### Work task:
Going line by line through the records below, count those with the word "Church" and give only the count.

### Material provided:
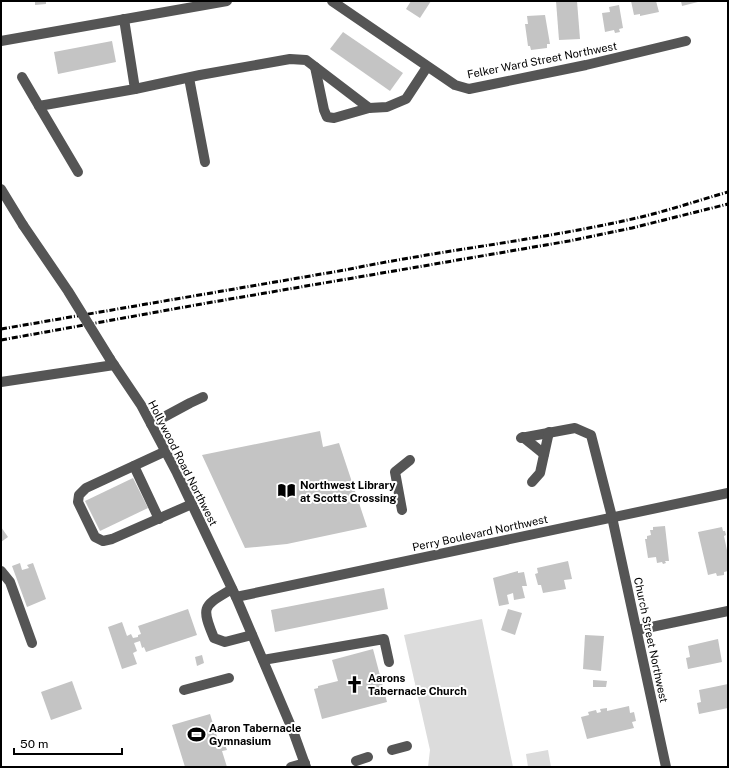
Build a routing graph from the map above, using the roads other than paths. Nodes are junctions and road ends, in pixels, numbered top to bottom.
1 (227, 1) edge
2 (332, 1) edge
3 (124, 19) junction
4 (1, 41) edge
5 (686, 41) dead end
6 (315, 67) junction
7 (428, 67) junction
8 (22, 77) dead end
9 (189, 78) junction
10 (135, 89) junction
11 (39, 106) junction
12 (369, 108) junction
13 (205, 162) dead end
14 (78, 172) dead end
15 (1, 189) edge
16 (112, 362) junction
17 (1, 382) edge
18 (203, 397) dead end
19 (151, 424) junction
20 (549, 432) junction
21 (166, 451) junction
22 (544, 454) junction
23 (410, 460) dead end
24 (134, 466) junction
25 (532, 482) dead end
26 (728, 493) edge
27 (192, 504) junction
28 (402, 510) dead end
29 (612, 517) junction
30 (159, 519) junction
31 (1, 570) edge
32 (234, 593) junction
33 (728, 611) edge
34 (637, 630) junction
35 (252, 635) junction
36 (32, 643) dead end
37 (263, 660) junction
38 (389, 662) dead end
39 (229, 678) dead end
40 (184, 690) dead end
41 (407, 746) dead end
42 (392, 750) dead end
43 (368, 757) dead end
44 (356, 761) dead end
45 (305, 765) edge
46 (291, 767) edge
47 (666, 767) edge

1 - 3 street
2 - 7 street, Felker Ward Street Northwest
3 - 4 street
3 - 10 street
5 - 7 street, Felker Ward Street Northwest
6 - 9 street
6 - 12 street
6 - 12 street
7 - 12 street
8 - 11 street
9 - 10 street
9 - 13 street
10 - 11 street
11 - 14 street
15 - 16 street, Hollywood Road Northwest, bridge
16 - 17 street
16 - 19 street, Hollywood Road Northwest
18 - 19 street
19 - 21 street, Hollywood Road Northwest
20 - 22 street
20 - 22 street
20 - 29 street, Church Street Northwest
21 - 24 street
21 - 27 street, Hollywood Road Northwest
22 - 25 street
23 - 28 street
24 - 30 street
24 - 30 street
26 - 29 street, Perry Boulevard Northwest
27 - 30 street
27 - 32 street, Hollywood Road Northwest
29 - 32 street, Perry Boulevard Northwest
29 - 34 street, Church Street Northwest
31 - 36 street
32 - 35 street, Hollywood Road Northwest
32 - 35 street, Perry Boulevard Northwest
33 - 34 street
34 - 47 street, Church Street Northwest
35 - 37 street, Hollywood Road Northwest
37 - 38 street
37 - 45 street, Hollywood Road Northwest
39 - 40 street
41 - 42 street
43 - 44 street
45 - 46 street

### Your response:
3